No wonder thousands of the Ferrari team's red-bedecked tifosi stood on the asphalt of the Autodromo Nazionale to cheer him to the end after his 90th victory and his fifth at Monza.

It will be his last victory on European soil as he embarks on the scrap for an eighth title in the final three races of the year in China, Japan and Brazil.

But as the Italians celebrated his victory and his career, others scoffed. It has been this way since the early days due to his reputation for defending with aggression, sometimes forcing other drivers off the circuit and leaving no room for error.

His critics talk of his questionable racing ethics, but his admirers talk only of his virtuoso racing. As a result, he is a question of magnificent achievements but with a reputation that has divided the paddock.

Purists argue that he should not be included in the pantheon of greatest racing drivers alongside Juan Manuel Fangio, Jim Clark or Stirling Moss, widely described as the greatest driver never to win the championship.

But the records speak for themselves and Schumacher will be remembered for his competitive instincts, his professionalism, his fitness and his relentless run of successes in the era that followed the 1994 death of Ayrton Senna who was, arguably, the man who introduced bruising and aggressive tactics to the tracks of Formula One.

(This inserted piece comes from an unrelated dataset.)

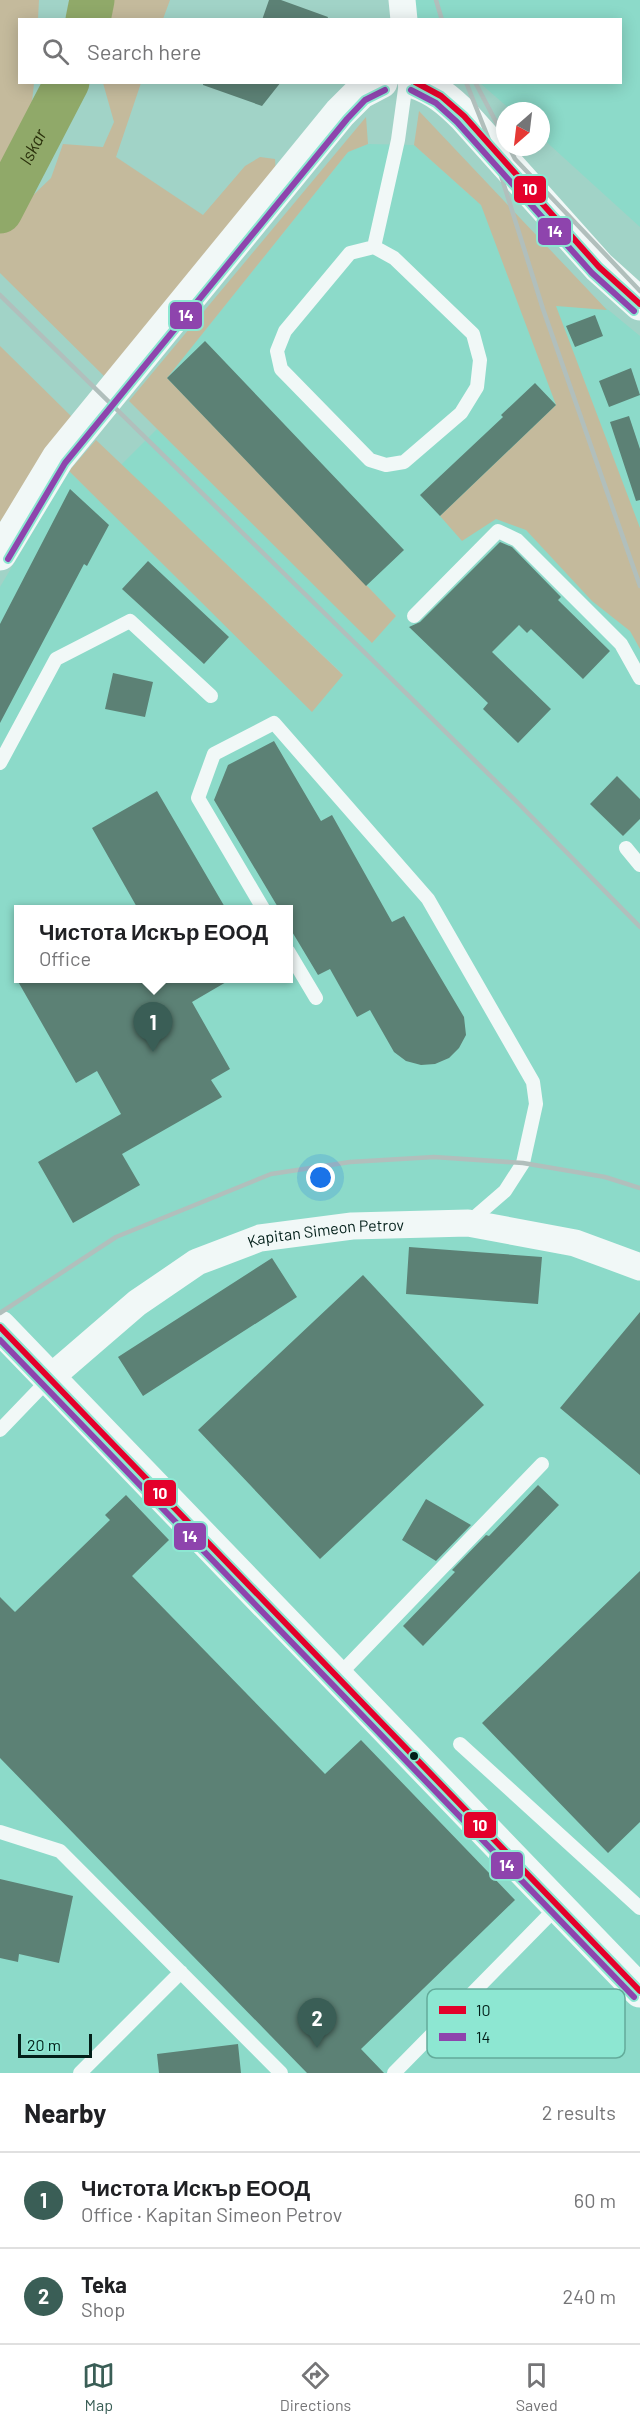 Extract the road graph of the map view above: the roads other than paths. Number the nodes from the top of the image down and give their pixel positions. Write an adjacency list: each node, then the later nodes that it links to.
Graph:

Schumacher's catalogue of alleged misdemeanours included a collision in Adelaide at the 1994 Australian Grand Prix where Briton Hill was forced to retire and so Schumacher lifted his first title, another in 1997 when he collided deliberately with Jacques Villeneuve, but lost out and not only failed to win the title, but was punished for it too by the sport's ruling body.

He was also accused of cheating earlier this year when he left his car on the fast line ahead of Fernando Alonso's Renault in qualifying for the Monaco Grand Prix.

In short, Schumacher, though gifted with speed and other sporting attributes, is a bad loser who has mellowed as he has grown older.

And the reason he has chosen to retire at the end of the current season is as much because he is in danger of being beaten for sheer speed by younger rivals as it is any other.

Notably, this son of a bricklayer from Kerpen, near Cologne, has become the first German winner and champion in the history of Formula One. A family man, he has had little to do with the so-called glamour of the sport apart from being one of the drivers' leading spokesmen on safety and playing for their football team.

He has little idea of what he will do when he retires - but it is certain that he will play some role as an ambassador for Ferrari. It was with a sense of theatre and perfect timing that he announced his retirement at Monza for it was here in 1991 that he was revealed as a Benetton driver after a secret overnight 'transfer' from Jordan on the eve of the Italian Grand Prix.

An eighth title to add to the previous seven now beckons. It would be a sixth for Ferrari. But not even that will overshadow the fact that in Michael Schumacher, Formula One had not only a great driver and a great race winner, but also the most complete competitor in the sport's history.